By Daniel Chigudu
Child marriage victim Ruvimbo Tsopodzi says she feels let down by Parliament in her quest to help end cases of child marriages in the country.
According to UNFPA about 14.2 million girls are married off as children every year worldwide and in Zimbabwe it is estimated that 31 percent of girls are married before they reach 18 years.
Early marriages not only deprive girls of education and opportunities but increase the risk of death or serious childbirth injuries if they have babies before their bodies are ready.
Tsopodzi together with Loveness Mudzuru had to engage the Constitutional Court earlier in the year to help ban child marriages and set 18 years as the legal age of consent.
Despite applauding the two child marriage victims, Parliament of Zimbabwe has delayed in coming up with laws that would complement the ConCourt judgement and Tsopodzi says she is disappointed as young girls are still being married off and being impregnated.
“I am heavily disappointed because young girls are still being married and still being impregnated and if you report the police are saying there is nothing they can do since there is no law against that so it’s a slap in the face of the judgement.
“I have tried to urge a number of Ministers to come up with the laws but all they say is that they are pushing as much as they can, but its disappointing especially with the efforts that have been put and are still being put by various individuals and organisations to protect children from early marriages,” said Tsopodzi in an interview.
More African countries are now slowly warming up to the idea of banning child marriages, and just recently Tanzanian Parliament in June this year enacted laws that make it illegal for anyone to marry children and even impregnating teenagers and has imposed a 30 year prison sentence for perpetrators.
A 2015/16 survey conducted by the Tanzania Bureau of Statistics says about 21 percent of girls aged 15 to 19 have given birth.
Gambia has also made headways by imposing a 20 year jail term for anyone who marries a girl aged below 18 and the punishment also extends to parents and people who would have performed the marrying ceremonies.
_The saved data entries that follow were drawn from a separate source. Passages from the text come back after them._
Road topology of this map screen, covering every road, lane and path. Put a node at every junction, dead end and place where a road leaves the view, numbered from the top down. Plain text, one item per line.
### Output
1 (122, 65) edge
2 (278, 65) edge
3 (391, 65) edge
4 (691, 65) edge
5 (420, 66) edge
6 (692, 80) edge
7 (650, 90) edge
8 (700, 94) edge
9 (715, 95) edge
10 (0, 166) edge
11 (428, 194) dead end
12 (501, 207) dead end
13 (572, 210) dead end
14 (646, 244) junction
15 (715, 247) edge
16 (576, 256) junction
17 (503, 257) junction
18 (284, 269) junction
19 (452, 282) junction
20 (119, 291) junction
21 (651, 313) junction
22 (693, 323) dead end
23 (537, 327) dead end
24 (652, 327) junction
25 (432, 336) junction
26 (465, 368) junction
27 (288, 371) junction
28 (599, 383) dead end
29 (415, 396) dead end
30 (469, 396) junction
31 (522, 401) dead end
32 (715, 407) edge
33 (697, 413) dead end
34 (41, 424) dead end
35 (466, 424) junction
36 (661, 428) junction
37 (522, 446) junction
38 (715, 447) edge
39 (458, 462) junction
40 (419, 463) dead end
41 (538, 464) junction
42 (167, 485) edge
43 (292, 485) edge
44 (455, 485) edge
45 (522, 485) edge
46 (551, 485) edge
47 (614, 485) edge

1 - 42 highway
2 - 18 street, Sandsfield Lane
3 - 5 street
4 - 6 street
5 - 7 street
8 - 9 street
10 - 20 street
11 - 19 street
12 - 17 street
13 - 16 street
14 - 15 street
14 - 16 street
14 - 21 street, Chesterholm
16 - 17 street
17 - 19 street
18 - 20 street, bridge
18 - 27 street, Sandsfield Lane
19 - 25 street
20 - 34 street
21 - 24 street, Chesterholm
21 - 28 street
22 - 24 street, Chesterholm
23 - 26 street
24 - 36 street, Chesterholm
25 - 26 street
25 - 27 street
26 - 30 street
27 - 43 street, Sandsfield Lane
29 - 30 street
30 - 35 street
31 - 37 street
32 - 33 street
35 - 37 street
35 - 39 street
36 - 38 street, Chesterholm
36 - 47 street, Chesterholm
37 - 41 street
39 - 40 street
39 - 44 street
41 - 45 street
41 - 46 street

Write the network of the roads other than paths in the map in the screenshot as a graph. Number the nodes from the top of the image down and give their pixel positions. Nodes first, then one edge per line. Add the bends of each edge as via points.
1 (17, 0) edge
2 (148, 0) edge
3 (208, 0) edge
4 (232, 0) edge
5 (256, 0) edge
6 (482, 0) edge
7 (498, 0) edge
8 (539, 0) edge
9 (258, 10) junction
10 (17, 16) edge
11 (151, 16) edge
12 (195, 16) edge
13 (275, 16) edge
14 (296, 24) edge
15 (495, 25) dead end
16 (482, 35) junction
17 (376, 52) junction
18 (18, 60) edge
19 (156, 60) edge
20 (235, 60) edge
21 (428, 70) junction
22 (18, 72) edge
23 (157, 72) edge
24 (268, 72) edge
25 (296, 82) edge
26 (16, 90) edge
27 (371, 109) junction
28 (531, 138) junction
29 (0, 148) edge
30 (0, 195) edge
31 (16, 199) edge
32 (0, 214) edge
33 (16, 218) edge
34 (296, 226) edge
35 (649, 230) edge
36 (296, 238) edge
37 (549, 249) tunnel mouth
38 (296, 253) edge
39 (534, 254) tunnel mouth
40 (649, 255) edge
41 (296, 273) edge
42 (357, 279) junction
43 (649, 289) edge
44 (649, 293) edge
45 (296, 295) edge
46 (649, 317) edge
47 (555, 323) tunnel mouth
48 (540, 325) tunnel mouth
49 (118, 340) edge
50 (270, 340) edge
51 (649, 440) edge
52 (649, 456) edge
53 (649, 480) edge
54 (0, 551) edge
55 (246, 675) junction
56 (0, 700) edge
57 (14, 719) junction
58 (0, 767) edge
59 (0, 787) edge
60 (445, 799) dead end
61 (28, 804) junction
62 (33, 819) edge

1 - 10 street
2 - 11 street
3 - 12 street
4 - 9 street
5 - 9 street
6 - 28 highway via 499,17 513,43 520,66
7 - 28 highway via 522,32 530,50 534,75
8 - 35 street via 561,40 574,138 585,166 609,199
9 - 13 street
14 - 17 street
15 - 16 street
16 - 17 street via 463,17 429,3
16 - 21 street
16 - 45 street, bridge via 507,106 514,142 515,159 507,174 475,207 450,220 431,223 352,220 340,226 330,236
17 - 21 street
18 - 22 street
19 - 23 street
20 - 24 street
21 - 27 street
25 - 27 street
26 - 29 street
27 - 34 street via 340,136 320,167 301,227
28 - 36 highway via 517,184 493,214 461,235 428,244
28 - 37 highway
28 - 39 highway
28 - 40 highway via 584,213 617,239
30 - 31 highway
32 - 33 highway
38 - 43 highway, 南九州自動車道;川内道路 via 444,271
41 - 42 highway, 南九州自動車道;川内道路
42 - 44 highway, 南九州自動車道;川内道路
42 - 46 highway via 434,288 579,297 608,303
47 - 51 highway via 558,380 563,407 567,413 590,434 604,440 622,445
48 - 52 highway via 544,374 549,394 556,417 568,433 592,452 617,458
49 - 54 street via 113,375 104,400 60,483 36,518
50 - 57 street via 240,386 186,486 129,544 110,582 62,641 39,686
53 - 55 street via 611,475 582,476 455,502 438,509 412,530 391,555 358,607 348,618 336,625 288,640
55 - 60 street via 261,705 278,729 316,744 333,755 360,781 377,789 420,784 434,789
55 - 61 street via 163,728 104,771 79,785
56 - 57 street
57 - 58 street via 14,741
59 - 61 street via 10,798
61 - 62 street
In the Gambia about 46 percent of girls get married before they are 18.
UNFPA is on record saying between 2011 and 2020 about 140 million girls will be child brides worldwide, while 50 million of them will be under 15 years.
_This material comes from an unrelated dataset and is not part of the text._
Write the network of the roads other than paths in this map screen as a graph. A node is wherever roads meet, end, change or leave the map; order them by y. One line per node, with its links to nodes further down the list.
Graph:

Nigeria is home to the largest number of child brides in Africa, with 23 million girls and women who were married in childhood. Chad and Central African Republic are also among the countries with the highest rates of child marriage today.
Often, the reason families marry off children is out of financial desperation although there are other reasons that vary from cultural and religious beliefs, among many others.
However in Zimbabwe people like Harare West legislator Jessie Majome, Roots Zimbabwe director Beatrice Savadye and organizations such as RAU, Camfed, CPSZ, ZWLA, Plan International and ZLHR want to see government taking more concerted action to mitigate its effects and where possible stamp it out altogether by banning marriage before 18.
These campaigners have reportedly drafted a proposed Bill which seeks to remove places in the country’s laws that allow child marriages and they are only waiting to get an appointment with Vice President Emmerson Mnangagwa who is also the Minister of Justice so they can submit their proposed Bill, they however have been waiting since May 2015.
Efforts to get a comment from the Minister of Women Affairs Nyasha Chikwinya were fruitless as she was said to be attending meetings and questions sent to her email were not answered.